Tolvaptan 15 mg Tablets – Complete Guide for Treating Hyponatremia & ADPKD
🔹What Is Tolvaptan 15 mg Used For?
Tolvaptan 15 mg is used in the treatment of:
1. Hyponatremia (low blood sodium levels)
Caused by:
- Syndrome of Inappropriate Antidiuretic Hormone Secretion (SIADH)
- Heart failure
- Liver cirrhosis
2. Autosomal Dominant Polycystic Kidney Disease (ADPKD)
To slow the progression of kidney cyst development and preserve kidney function.
🔹How Tolvaptan Works
Tolvaptan is a selective vasopressin V2 receptor antagonist.
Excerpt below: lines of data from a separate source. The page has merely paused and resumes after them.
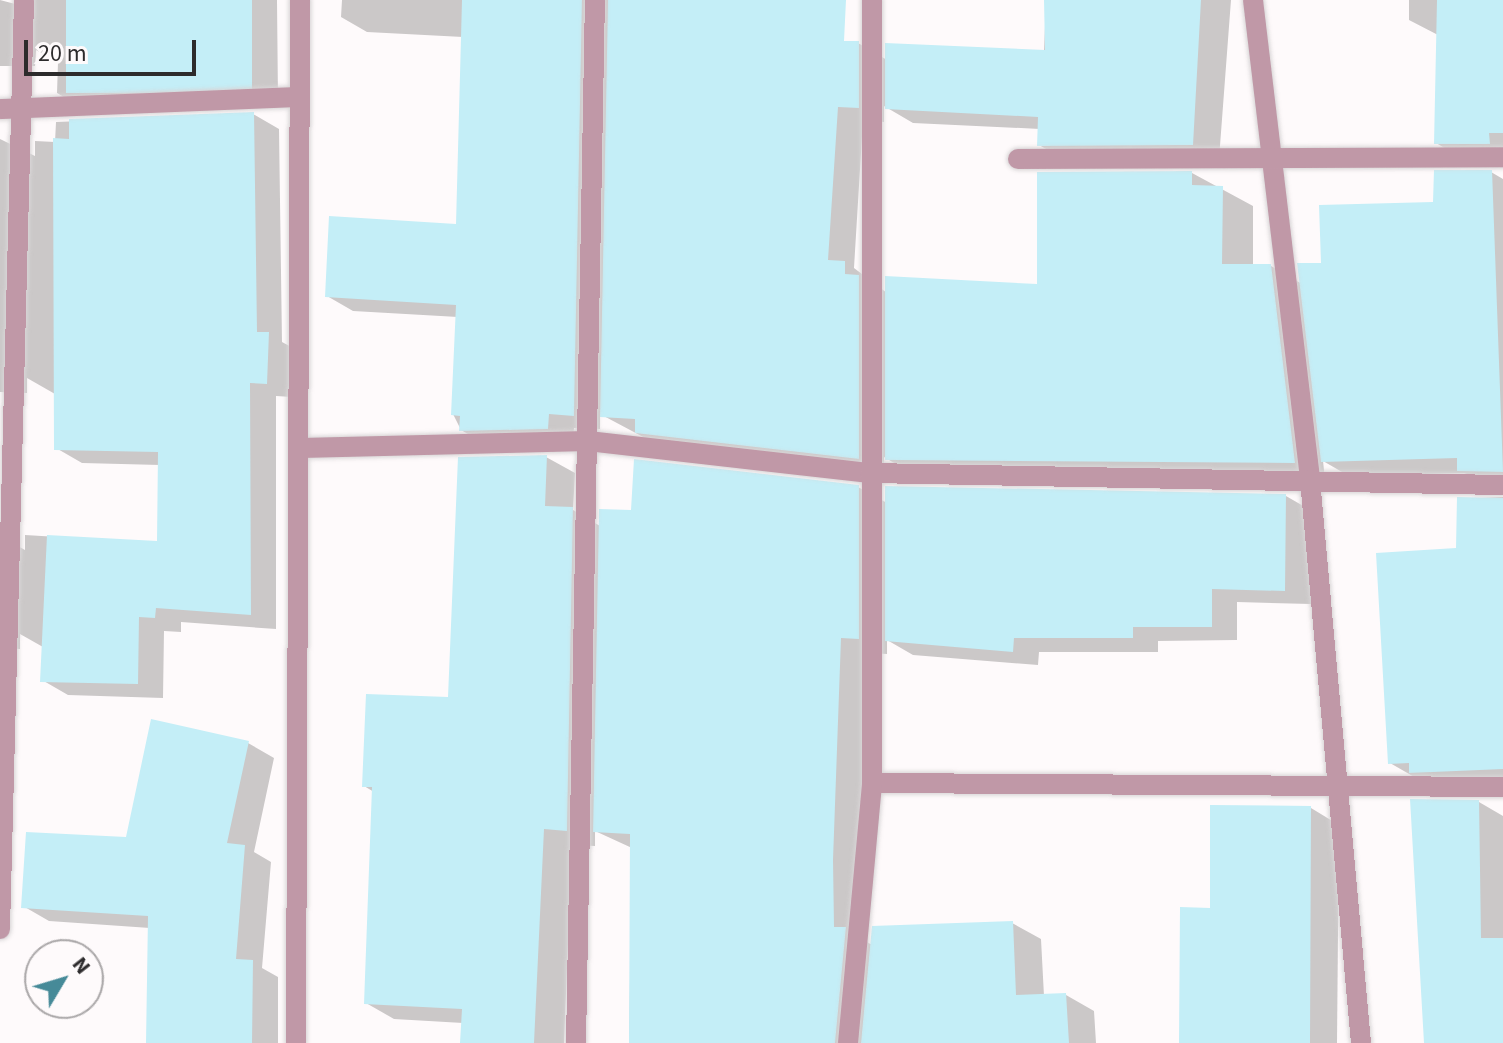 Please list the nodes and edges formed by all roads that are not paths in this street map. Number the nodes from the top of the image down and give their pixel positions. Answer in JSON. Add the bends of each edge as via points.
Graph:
{"nodes":[{"id":1,"x":24,"y":0,"type":"edge"},
{"id":2,"x":300,"y":0,"type":"edge"},
{"id":3,"x":595,"y":0,"type":"edge"},
{"id":4,"x":872,"y":0,"type":"edge"},
{"id":5,"x":1253,"y":0,"type":"edge"},
{"id":6,"x":294,"y":97,"type":"junction"},
{"id":7,"x":0,"y":109,"type":"edge"},
{"id":8,"x":23,"y":110,"type":"junction"},
{"id":9,"x":1271,"y":155,"type":"junction"},
{"id":10,"x":1503,"y":157,"type":"edge"},
{"id":11,"x":1018,"y":159,"type":"dead end"},
{"id":12,"x":588,"y":441,"type":"junction"},
{"id":13,"x":301,"y":448,"type":"junction"},
{"id":14,"x":870,"y":473,"type":"junction"},
{"id":15,"x":1310,"y":480,"type":"junction"},
{"id":16,"x":1503,"y":485,"type":"edge"},
{"id":17,"x":1335,"y":781,"type":"junction"},
{"id":18,"x":872,"y":783,"type":"junction"},
{"id":19,"x":1503,"y":787,"type":"edge"},
{"id":20,"x":0,"y":929,"type":"edge"},
{"id":21,"x":296,"y":1043,"type":"edge"},
{"id":22,"x":576,"y":1043,"type":"edge"},
{"id":23,"x":848,"y":1043,"type":"edge"},
{"id":24,"x":1361,"y":1043,"type":"edge"}],
"edges":[{"from":1,"to":8,"type":"street"},
{"from":2,"to":6,"type":"street"},
{"from":3,"to":12,"type":"street"},
{"from":4,"to":14,"type":"street"},
{"from":5,"to":9,"type":"street"},
{"from":6,"to":8,"type":"street"},
{"from":6,"to":13,"type":"street"},
{"from":7,"to":8,"type":"street"},
{"from":8,"to":20,"type":"street"},
{"from":9,"to":10,"type":"street"},
{"from":9,"to":11,"type":"street"},
{"from":9,"to":15,"type":"street"},
{"from":12,"to":13,"type":"street"},
{"from":12,"to":14,"type":"street"},
{"from":12,"to":22,"type":"street"},
{"from":13,"to":21,"type":"street"},
{"from":14,"to":15,"type":"street"},
{"from":14,"to":18,"type":"street"},
{"from":15,"to":16,"type":"street"},
{"from":15,"to":17,"type":"street"},
{"from":17,"to":18,"type":"street"},
{"from":17,"to":19,"type":"street"},
{"from":17,"to":24,"type":"street"},
{"from":18,"to":23,"type":"street"}]}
It works by:
- Blocking the action of vasopressin, a hormone that causes water retention
- Promoting aquaresis — excretion of free water without losing sodium or potassium
- In ADPKD, reducing cAMP signaling in renal cells, thus slowing cyst growth and kidney damage
🔹Dosage and Administration
🔸 For Hyponatremia (Samsca®):
- Starting dose: 15 mg once daily
- May be increased to 30 mg or 60 mg based on clinical response and sodium levels
🔸 For ADPKD (Jinarc®):
- Used as part of a split-dose regimen (e.g., 45/15 mg, 60/30 mg, 90/30 mg)
- 15 mg tablets are commonly used as the lower evening dose or for titration
Administration:
- Take orally once a day (or twice daily in split-dose)
- Can be taken with or without food
- Should be taken in the morning to reduce nighttime urination
🔹Benefits of Tolvaptan 15 mg
- Effectively raises serum sodium levels
- Improves symptoms of hyponatremia (e.g., confusion, lethargy)
- Slows the progression of ADPKD, delaying the need for dialysis
- Oral once-daily or split-dosing convenience
🔹Common Side Effects
System Affected | Common Symptoms |
Renal/Urinary | Frequent urination, increased thirst |
GI | Nausea, dry mouth, constipation |
Nervous system | Dizziness, headache |
Metabolic | Dehydration, electrolyte imbalances |
🔹Serious Side Effects (Monitor Closely):
- Liver toxicity (increased AST, ALT, bilirubin)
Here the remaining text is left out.